I’m not sure why closing the vent didn’t help at least a bit, but it’s likely that there’s still enough air leaking through to overpower the humidifier. You might try an experiment where you wrap it in foil or something for better blockage.

The AC system itself is drying the air. In fact, drying the air was the reason that AC systems were invented. The fact that it cooled the air was a side benefit. When air passes over the coils, the water in the air condenses on the coils. This is similar to the condensation you see on a on the sides of a cold drink glass in a humid climate. The water then drips into a pan and drains outside.

I agree w the folks above; HVAC systems move far more air than we often appreciate. Such that your humidifier is trying to humidify your whole house, and part of the outdoors too. And it’s way too small to make much progress against that volume.

As to this bit …

I’ll also point out all the furnishings in your bedroom matter.

All the fabric, carpeting, and exposed wood have been drying in the parched desert air for years or decades before two days ago. Now they will all be absorbing extra water from your more-humid air until they too reach an equilibrium with the new normal you’re trying to create.

That effect is not huge, but I would expect it to be significant at first. More so if you have carpet, heavy cloth drapes, etc.

Your numbers seem very similar to mine. I too have an evaporative humidifier, and it sits near my thermostat, which has a hygrometer in it. I typically run the humidifier in the winter, and it only raised the humidity a few percent. Maybe from 24 to 26%. That is with the humidifier nearly blowing on the thermostat. Being winter, the house is sealed, so just the normal amount of leakage.

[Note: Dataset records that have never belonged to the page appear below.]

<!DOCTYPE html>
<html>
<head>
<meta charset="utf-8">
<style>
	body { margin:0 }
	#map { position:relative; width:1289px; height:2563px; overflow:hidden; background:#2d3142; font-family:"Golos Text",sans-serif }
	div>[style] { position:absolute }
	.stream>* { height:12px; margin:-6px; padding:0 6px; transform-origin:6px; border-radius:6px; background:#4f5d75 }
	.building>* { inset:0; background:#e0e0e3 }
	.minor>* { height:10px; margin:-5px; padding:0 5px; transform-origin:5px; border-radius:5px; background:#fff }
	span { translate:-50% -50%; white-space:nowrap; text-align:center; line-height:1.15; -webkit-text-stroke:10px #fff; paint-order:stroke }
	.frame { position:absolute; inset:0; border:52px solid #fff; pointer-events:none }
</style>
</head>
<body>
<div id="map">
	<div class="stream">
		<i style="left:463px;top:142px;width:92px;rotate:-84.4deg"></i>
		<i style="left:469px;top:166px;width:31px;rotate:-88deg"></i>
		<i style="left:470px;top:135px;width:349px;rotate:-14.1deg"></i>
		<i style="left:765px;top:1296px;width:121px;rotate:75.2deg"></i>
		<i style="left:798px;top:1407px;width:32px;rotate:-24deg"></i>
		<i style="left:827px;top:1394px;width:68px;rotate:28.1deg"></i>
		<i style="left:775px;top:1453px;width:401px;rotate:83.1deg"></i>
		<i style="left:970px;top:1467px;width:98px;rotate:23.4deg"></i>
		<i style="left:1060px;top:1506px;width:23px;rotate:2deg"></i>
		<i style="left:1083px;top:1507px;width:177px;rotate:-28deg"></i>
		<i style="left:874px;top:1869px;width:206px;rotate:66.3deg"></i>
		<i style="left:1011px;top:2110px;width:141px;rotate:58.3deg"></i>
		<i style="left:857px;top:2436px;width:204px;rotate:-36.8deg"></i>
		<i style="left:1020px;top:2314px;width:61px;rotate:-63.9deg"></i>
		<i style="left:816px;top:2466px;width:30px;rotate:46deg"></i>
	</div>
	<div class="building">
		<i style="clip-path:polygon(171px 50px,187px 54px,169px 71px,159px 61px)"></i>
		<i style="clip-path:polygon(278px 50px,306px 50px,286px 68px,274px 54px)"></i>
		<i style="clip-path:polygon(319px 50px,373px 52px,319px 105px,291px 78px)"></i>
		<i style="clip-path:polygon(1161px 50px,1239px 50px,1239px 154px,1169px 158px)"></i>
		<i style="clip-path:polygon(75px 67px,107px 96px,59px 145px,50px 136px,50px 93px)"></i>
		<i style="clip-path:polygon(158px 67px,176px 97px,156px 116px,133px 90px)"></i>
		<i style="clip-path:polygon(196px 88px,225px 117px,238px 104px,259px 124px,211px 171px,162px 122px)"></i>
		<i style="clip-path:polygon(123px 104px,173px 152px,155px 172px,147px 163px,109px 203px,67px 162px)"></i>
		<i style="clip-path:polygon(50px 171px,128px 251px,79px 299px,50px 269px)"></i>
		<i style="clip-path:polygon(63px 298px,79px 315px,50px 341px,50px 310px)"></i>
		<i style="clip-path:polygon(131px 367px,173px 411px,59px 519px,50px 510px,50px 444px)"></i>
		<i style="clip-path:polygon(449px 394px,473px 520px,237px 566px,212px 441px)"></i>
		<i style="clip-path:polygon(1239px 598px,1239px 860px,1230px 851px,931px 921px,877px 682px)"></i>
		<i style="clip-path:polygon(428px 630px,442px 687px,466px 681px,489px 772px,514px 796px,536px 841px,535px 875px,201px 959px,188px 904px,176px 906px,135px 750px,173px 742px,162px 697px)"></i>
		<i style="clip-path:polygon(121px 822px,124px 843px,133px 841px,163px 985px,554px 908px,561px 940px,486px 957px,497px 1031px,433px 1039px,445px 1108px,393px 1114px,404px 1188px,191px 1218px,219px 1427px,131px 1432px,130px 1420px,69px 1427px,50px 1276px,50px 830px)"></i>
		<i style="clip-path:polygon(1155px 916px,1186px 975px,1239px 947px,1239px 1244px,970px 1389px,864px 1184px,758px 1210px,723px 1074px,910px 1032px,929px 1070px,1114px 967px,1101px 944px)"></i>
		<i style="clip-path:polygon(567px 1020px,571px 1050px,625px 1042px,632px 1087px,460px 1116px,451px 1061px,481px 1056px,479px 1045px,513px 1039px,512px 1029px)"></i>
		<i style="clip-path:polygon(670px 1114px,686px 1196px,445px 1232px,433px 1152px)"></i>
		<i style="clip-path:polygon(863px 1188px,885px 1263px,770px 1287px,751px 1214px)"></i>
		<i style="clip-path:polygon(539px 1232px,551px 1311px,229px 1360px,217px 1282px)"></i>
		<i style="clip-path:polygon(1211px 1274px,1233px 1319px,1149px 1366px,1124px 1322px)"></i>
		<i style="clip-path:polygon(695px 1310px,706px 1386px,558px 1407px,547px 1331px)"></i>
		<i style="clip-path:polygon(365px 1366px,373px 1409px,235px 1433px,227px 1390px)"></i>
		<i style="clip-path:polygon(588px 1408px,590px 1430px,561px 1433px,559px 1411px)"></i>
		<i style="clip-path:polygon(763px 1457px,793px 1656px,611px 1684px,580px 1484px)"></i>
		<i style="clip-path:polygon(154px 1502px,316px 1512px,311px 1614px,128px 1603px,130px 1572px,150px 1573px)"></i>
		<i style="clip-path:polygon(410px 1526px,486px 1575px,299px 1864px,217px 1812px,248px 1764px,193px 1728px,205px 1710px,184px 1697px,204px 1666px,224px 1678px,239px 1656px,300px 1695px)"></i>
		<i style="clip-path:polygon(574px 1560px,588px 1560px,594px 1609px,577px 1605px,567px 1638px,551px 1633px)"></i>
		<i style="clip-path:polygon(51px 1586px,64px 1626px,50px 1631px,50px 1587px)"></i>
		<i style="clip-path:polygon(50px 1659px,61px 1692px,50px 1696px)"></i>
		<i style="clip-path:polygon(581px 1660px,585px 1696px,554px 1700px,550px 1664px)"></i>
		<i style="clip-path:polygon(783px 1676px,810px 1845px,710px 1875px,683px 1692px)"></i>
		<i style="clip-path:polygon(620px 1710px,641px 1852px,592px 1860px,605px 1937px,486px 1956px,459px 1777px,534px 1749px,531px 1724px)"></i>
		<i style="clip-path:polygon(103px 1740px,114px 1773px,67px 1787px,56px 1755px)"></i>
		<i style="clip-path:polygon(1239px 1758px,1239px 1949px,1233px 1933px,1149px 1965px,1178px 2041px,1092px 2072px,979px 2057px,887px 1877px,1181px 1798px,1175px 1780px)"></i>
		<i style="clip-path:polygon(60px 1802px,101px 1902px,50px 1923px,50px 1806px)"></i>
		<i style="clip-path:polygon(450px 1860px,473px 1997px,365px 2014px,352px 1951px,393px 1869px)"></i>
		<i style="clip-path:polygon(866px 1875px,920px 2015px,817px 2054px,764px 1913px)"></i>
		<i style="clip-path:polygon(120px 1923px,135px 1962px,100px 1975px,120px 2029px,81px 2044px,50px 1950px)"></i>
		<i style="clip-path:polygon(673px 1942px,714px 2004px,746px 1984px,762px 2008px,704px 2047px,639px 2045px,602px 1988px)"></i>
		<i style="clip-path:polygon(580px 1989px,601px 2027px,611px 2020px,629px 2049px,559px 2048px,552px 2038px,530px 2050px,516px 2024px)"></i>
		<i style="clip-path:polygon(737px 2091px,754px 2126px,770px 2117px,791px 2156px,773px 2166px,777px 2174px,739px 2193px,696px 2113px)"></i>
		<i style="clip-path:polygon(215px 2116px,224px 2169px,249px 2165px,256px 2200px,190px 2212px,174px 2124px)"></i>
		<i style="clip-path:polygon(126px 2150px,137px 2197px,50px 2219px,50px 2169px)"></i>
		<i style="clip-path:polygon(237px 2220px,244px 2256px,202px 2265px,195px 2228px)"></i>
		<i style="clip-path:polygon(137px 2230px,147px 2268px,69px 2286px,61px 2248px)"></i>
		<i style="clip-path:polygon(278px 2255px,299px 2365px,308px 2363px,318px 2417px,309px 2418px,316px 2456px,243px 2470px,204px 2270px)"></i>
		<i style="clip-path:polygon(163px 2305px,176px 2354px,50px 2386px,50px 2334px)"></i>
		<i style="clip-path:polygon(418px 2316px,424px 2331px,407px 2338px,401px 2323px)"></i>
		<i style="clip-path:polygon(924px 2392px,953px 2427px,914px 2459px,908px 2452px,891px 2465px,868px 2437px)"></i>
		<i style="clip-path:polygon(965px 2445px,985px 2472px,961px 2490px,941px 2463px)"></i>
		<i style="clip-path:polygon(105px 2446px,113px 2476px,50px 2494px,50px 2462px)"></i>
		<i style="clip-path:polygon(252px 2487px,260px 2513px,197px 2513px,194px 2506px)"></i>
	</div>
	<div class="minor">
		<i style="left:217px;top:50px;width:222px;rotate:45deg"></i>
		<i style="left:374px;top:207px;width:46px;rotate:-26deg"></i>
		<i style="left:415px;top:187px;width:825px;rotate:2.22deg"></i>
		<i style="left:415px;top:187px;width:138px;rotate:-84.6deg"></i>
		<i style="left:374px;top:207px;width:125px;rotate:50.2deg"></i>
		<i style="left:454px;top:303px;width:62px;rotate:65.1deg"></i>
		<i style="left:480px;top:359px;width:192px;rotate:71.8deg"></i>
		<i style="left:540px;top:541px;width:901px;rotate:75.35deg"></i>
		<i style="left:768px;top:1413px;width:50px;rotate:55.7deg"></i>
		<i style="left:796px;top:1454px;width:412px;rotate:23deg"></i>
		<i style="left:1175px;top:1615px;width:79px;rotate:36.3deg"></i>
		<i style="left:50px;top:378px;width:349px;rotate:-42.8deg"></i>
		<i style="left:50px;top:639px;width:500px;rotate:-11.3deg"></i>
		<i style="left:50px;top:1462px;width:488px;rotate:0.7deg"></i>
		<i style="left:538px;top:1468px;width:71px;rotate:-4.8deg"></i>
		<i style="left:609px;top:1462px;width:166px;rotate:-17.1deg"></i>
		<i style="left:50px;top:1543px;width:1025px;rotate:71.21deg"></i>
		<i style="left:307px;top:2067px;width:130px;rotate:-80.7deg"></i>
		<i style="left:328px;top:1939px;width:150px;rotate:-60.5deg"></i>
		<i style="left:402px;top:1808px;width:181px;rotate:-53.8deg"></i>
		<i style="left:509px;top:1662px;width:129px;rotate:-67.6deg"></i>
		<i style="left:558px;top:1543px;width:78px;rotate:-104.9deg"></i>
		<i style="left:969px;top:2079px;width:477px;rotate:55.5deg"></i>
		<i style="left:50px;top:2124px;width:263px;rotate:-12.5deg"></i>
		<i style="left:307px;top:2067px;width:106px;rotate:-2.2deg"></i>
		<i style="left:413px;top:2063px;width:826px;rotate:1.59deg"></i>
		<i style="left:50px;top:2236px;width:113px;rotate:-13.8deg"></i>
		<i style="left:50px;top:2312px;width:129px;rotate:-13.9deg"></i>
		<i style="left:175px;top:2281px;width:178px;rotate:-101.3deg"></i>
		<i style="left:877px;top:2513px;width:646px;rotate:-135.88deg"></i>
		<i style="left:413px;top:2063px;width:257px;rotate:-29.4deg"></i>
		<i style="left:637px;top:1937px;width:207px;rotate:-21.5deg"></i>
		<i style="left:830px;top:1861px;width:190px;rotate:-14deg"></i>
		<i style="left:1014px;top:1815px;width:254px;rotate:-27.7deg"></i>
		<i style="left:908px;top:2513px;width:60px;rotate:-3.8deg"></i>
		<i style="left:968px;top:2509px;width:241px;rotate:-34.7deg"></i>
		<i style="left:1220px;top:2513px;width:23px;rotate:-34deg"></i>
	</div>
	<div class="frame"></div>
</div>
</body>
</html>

Quoted for truth. Our tap water is not particularly hard (I never have to descale my electric kettle), but out of curiosity I put some filtered tap water in an ultrasonic humidifier, and the PM10 and PM2.5 count in the house shot up from the usual 0 into the hundreds. Makes sense if I assume all of the crud that collects on the evaporative filter is being aerosolized in the ultrasonic humidifier.

SenorBeef has simply created a Rube Goldberg machine to dump water outside, at the cost of using electrical power for the AC. I suggest that he stops doing this.

Not really. You can drive a space to any combo of temp and humidity percentage you want.

It’s commonplace in the hot humid areas to grossly overcool to achieve a humidity target when using less cooling and a separate dehumidifier can result in better comfort for less dollars.

Conversely in hot dry areas, you’re using the AC for cooling, not for humidity reduction. Any humidity reduction that does occur is an adverse side effect. So having a separate powered system to manage humidity is completely reasonable.

In cold climates it’s common to have a humidifier built into the output side of central HVAC systems. Which trickles water across an evaporator bed exactly like a swamp cooler. But unlike a swamp cooler the variable being managed is humidity upwards, not temperature downwards.

I came too late to the party, and they took the thermodynamics out of my course, but as I understand it, the AC will continue to set the humidity at the set point, which is set by the air temperature and the coil temperature, regardless of if it needs to be on a lot of the time to do it, or only short periods to do it.

I think you want the AC fan to blow hard, so that the air out of the AC is not as cold. Some AC systems have fan control which effectively does allow you to set humidity, although for home systems that is not the common purpose.